◆ DATA RECORDS ◆
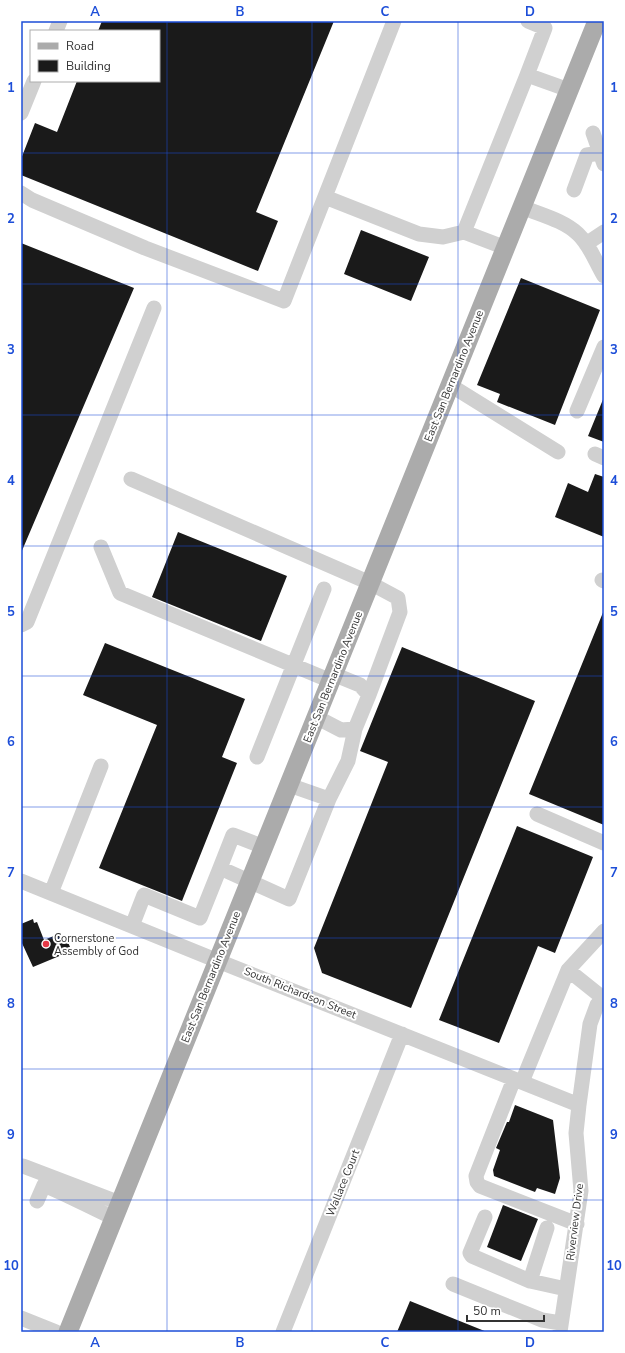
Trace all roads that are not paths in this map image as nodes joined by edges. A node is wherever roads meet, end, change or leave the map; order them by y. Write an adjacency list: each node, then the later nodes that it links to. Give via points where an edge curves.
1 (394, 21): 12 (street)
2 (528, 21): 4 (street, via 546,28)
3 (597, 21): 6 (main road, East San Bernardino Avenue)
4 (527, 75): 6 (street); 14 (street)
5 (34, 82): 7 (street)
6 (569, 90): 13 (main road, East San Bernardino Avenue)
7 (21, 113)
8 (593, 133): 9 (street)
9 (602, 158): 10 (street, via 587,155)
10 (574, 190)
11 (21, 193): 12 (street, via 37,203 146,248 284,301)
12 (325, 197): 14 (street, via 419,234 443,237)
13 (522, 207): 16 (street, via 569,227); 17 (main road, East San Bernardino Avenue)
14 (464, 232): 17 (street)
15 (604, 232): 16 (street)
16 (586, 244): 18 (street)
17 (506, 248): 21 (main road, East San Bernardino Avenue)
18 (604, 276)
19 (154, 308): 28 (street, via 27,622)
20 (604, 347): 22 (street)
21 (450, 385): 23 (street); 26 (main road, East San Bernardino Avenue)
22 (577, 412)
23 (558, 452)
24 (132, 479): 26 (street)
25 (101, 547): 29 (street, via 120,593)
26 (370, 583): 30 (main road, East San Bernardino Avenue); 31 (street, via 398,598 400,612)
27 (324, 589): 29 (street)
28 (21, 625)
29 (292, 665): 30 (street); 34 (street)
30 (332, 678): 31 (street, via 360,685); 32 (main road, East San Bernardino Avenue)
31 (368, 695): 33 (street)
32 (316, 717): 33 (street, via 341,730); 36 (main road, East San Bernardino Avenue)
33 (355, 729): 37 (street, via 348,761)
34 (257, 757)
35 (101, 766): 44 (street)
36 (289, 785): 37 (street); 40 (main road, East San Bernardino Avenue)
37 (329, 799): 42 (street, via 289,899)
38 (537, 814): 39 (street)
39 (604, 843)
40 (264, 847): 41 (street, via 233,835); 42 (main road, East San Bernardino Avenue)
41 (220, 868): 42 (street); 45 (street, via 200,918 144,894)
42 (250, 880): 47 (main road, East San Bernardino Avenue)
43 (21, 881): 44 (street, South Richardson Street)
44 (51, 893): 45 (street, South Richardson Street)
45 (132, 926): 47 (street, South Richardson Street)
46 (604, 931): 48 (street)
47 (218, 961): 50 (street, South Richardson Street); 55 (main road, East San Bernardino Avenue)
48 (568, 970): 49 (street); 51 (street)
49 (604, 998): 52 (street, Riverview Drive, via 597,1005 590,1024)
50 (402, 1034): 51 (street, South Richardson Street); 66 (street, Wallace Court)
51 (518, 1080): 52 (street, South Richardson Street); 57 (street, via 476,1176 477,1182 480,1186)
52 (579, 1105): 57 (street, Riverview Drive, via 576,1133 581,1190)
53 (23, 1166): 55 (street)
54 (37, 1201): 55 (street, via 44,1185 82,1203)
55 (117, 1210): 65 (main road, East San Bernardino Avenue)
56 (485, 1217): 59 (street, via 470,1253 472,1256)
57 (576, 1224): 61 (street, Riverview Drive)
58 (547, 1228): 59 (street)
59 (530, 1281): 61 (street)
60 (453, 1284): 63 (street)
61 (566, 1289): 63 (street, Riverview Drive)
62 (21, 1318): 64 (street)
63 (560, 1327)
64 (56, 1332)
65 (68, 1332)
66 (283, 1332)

◆ WHAT TO WORK ON ◆
A bare number is all that is asked for: the count of lines above that include "Richardson".

◆ YOUR RESPONSE ◆
6